• **Data supplied**
==*==

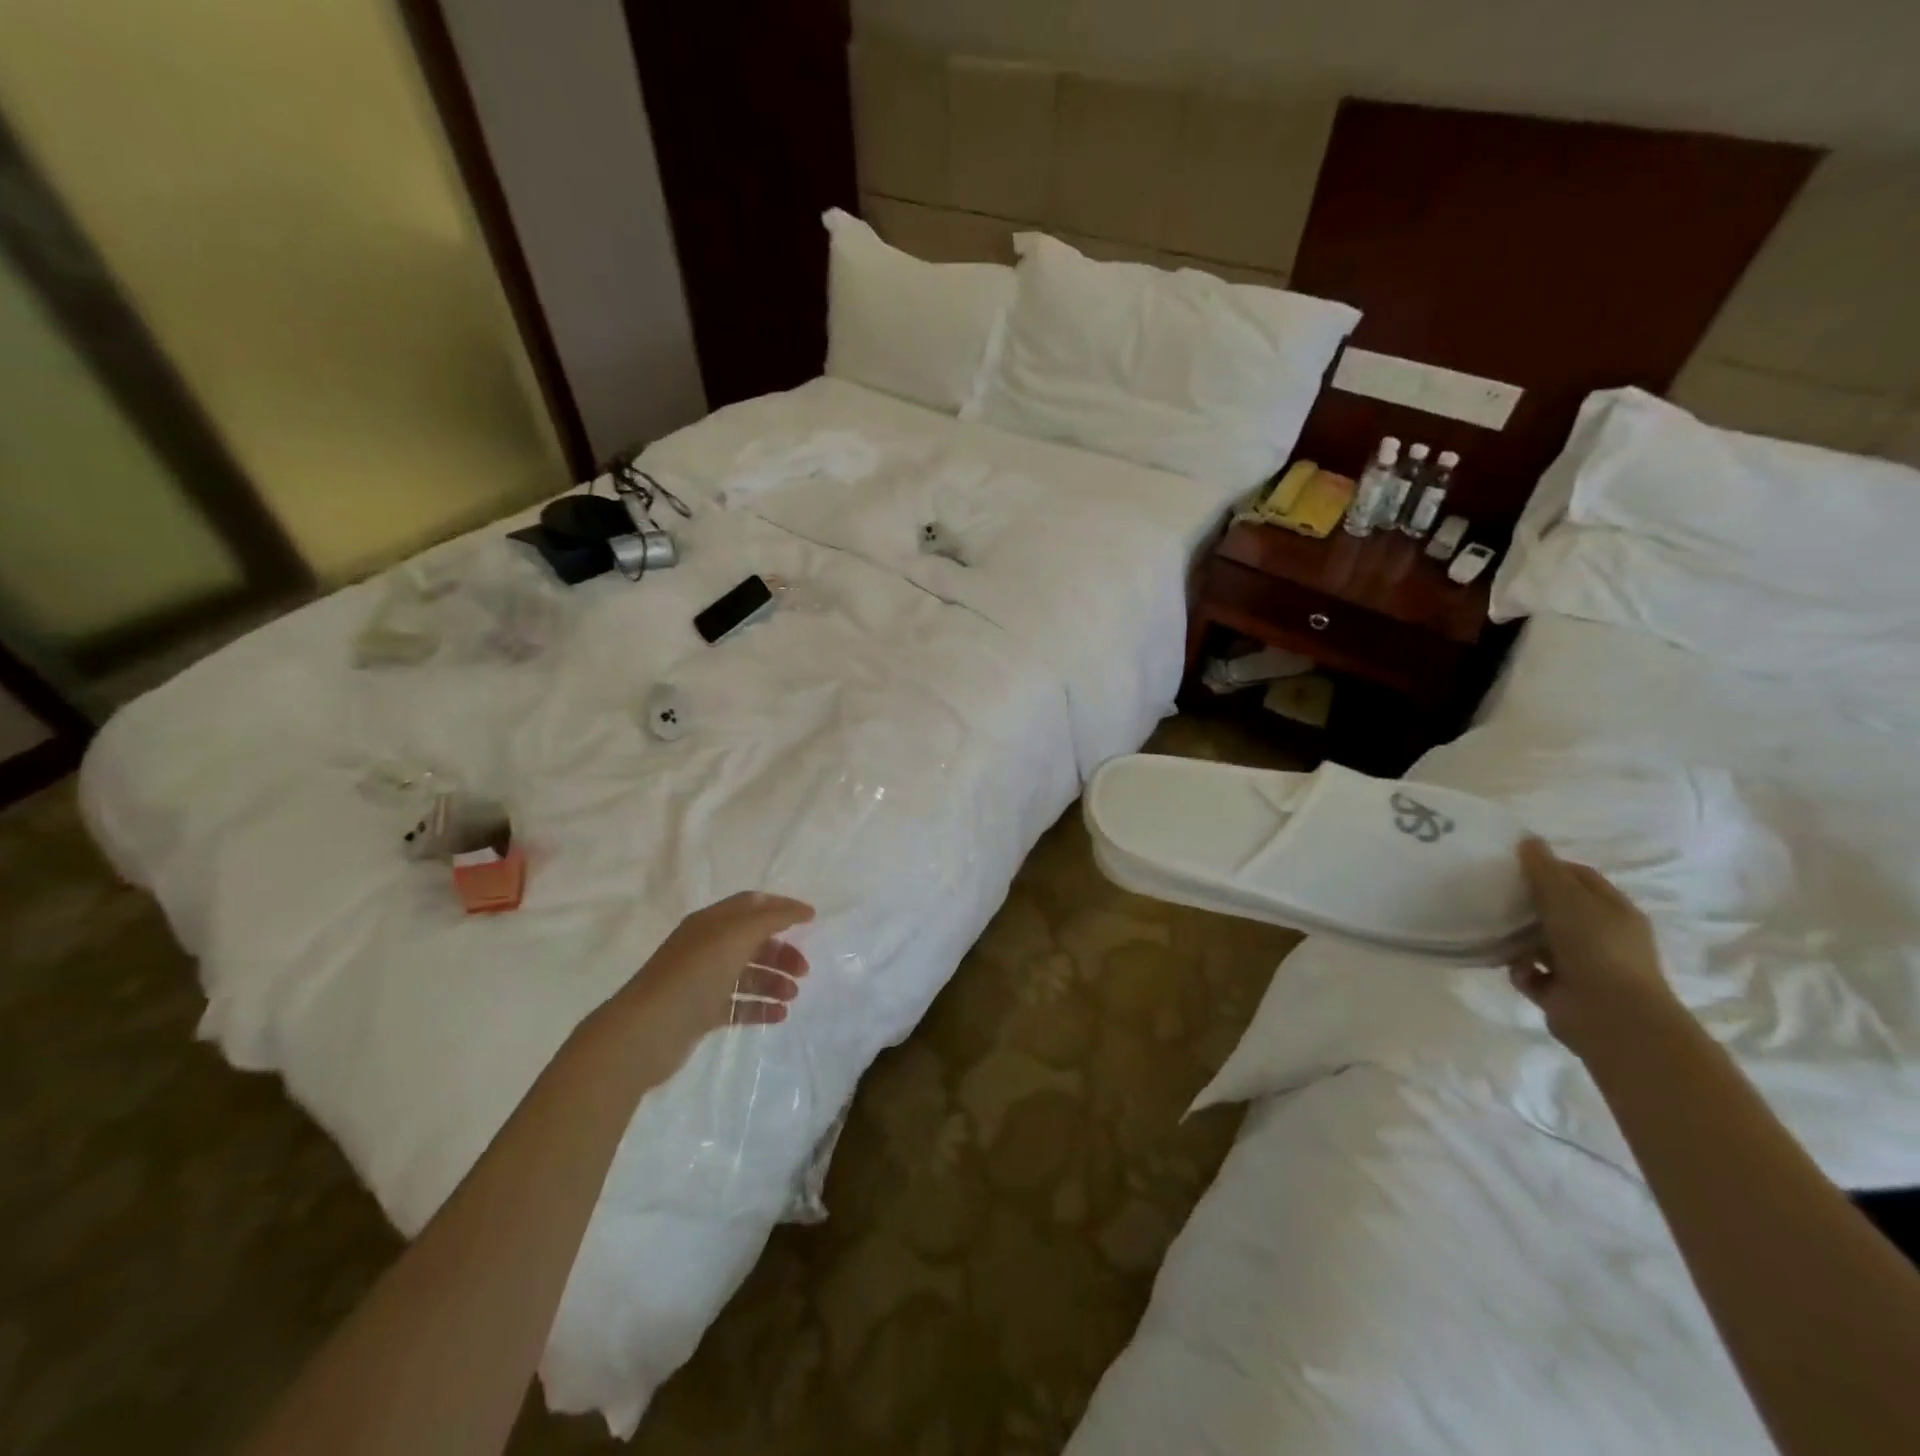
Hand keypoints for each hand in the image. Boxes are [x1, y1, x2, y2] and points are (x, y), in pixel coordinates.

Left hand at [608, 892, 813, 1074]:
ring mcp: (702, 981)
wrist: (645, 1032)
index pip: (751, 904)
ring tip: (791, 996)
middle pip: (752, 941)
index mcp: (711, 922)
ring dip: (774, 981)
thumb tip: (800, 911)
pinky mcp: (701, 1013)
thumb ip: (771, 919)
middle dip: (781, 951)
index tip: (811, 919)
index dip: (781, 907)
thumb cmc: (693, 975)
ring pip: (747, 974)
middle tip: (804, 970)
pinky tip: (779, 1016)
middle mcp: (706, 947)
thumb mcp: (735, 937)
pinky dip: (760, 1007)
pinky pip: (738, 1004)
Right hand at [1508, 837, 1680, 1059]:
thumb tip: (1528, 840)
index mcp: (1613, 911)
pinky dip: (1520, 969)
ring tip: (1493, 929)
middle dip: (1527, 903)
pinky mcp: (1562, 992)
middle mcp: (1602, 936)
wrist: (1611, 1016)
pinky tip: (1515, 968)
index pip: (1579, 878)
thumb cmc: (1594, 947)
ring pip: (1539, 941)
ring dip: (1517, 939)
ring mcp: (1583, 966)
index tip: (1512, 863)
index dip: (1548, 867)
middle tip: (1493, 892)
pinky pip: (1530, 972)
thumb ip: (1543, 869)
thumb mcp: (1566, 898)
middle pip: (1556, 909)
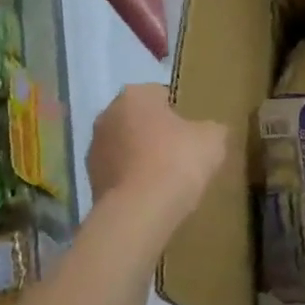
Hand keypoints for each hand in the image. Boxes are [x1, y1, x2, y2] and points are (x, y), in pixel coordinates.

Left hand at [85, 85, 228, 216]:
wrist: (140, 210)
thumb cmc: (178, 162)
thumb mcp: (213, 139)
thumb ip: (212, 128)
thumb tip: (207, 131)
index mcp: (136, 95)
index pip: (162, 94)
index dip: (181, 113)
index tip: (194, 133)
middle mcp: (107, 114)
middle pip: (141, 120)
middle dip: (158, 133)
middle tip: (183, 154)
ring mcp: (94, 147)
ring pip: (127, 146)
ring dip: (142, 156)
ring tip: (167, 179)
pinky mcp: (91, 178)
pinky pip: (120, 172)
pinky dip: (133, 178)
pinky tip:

==*==

• **Exercise details**
Could the material above be given again exactly, pictures excluded?

• **Solution for this problem**
Hand keypoints for each hand in the image. Boxes are [x1, y1, x2, y2] and points are (x, y), in pixel coordinates.

Left hand at [608, 892, 813, 1074]:
ring mcp: (702, 981)
wrist: (645, 1032)
index pip: (751, 904)
ring tip: (791, 996)
middle pip: (752, 941)
index mcp: (711, 922)
ring dip: (774, 981)
thumb tip: (800, 911)
pinky mcp: (701, 1013)
thumb ip: (771, 919)
middle dip: (781, 951)
index tip: (811, 919)
index dip: (781, 907)
thumb cmc: (693, 975)
ring pip: (747, 974)
middle tip: (804, 970)
pinky tip: (779, 1016)
middle mcp: (706, 947)
thumb mcp: (735, 937)
pinky dip: (760, 1007)
pinky pip: (738, 1004)
Right hand at [1508, 837, 1680, 1059]:
thumb tip: (1528, 840)
index mcp: (1613, 911)
pinky dip: (1520, 969)
ring tip: (1493, 929)
middle dip: (1527, 903)
pinky mcp: (1562, 992)
middle mcp: (1602, 936)
wrist: (1611, 1016)
pinky tip: (1515, 968)
index pip: (1579, 878)
thumb cmc: (1594, 947)
ring pip: (1539, 941)
ring dip: (1517, 939)
ring mcp: (1583, 966)
index tip: (1512, 863)
index dip: (1548, 867)
middle tip: (1493, 892)
pinky pip: (1530, 972)
thumb ip: (1543, 869)
thumb mcp: (1566, 898)
middle pip: (1556, 909)
Hand keypoints for each hand in the image. Boxes are [x1, y1, x2, y2] and points are (x, y), in pixel coordinates.

Left hand at [85, 85, 228, 216]:
wrist: (140, 210)
thumb cmc: (178, 162)
thumb mcp: (213, 139)
thumb ip: (212, 128)
thumb tip: (207, 131)
index mcp: (136, 95)
index pip: (162, 94)
index dip: (181, 113)
index tip: (194, 133)
middle mcp: (107, 114)
middle pip: (141, 120)
middle dip: (158, 133)
middle tip: (183, 154)
ring mcp: (94, 147)
ring pip: (127, 146)
ring dip: (142, 156)
ring tip: (167, 179)
pinky mcp: (91, 178)
pinky pip: (120, 172)
pinky dip: (133, 178)
pinky tip:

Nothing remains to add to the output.